By Jessica Oaks
You may not realize it, but at this very moment, you're probably wasting electricity. Don't feel too bad though; the fact of the matter is, most people are using more electricity than they need. The home is filled with electronic devices, and keeping track of them all can be a real hassle. Most of us tend not to think about it. After all, what damage can possibly be done by leaving the lights on in a room or setting the thermostat a couple of degrees cooler? Well, more than you probably think.
When it comes to electrical usage, one should think of the age-old economic theory, the Tragedy of the Commons. The principle is simple: Individuals acting rationally and in their own self-interest can actually act against the best interests of the group, by wasting a common resource needed by the collective whole. You may not believe that you're using an exorbitant amount of electricity, but over time, this usage adds up. And this usage burdens the electrical grid and increases your spending. Thankfully, by being conscious of this fact, you can make changes that benefit your wallet, and the community as well.

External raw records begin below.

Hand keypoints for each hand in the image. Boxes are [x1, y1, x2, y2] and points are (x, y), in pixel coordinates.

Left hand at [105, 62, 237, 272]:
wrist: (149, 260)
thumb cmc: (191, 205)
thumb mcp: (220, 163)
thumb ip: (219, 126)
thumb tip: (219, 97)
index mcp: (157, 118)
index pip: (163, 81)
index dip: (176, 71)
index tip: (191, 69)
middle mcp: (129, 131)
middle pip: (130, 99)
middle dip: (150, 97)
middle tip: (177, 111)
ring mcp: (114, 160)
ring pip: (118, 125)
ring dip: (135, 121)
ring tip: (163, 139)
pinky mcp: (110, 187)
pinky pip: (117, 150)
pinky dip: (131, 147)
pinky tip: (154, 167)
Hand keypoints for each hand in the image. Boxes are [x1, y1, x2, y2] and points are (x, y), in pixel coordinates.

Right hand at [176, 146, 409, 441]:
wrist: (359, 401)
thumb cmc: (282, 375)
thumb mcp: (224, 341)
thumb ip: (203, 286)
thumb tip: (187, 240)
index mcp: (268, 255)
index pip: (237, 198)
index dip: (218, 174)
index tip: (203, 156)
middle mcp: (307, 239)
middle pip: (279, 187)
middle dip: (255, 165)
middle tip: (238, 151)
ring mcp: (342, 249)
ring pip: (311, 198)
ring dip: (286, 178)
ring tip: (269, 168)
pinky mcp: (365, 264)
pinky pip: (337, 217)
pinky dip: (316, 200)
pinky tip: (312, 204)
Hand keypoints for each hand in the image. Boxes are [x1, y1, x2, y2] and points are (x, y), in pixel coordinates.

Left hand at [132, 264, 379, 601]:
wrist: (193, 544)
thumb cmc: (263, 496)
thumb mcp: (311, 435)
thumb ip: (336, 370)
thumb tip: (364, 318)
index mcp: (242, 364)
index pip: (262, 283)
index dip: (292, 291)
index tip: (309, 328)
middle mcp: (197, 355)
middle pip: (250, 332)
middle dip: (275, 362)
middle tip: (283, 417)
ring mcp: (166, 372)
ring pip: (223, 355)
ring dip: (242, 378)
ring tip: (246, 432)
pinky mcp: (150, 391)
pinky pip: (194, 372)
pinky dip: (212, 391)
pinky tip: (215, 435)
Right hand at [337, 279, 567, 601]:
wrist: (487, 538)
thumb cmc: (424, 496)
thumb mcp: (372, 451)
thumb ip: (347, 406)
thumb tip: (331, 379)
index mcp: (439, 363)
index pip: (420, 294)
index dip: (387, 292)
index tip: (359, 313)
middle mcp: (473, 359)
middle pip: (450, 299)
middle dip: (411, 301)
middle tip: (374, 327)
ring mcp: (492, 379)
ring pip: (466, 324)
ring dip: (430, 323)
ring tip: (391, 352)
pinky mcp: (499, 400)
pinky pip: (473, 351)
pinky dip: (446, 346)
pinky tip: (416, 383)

Samsung spearheaded the Smart Home initiative with energy-efficient devices and appliances that can all be synced together, so that they run smoothly, and more importantly, efficiently. With sync devices like those offered by Samsung, you will never have to worry about leaving the air on all day again, because you will be notified via text if you are away for a certain amount of time. That is the promise of modern technology, and why individuals who are interested in saving electricity should be adopting these new devices.
Samsung is so committed to the home of the future, in fact, that the company has filed more than 150 patents with the United States patent office over the last decade or so related to home automation. It is a concept that makes sense in principle – control all of your electronic devices at once, centrally and remotely – but only recent technological developments, such as smartphones and wireless connectivity, have actually made it possible in practice. Adoption may be slow at present, but with each passing year, you can expect devices like the Nest thermostat, recently purchased by Google for $3.2 billion, to start becoming commonplace. If indicators are to be believed, the long-promised Jetsons home of the future may finally be upon us!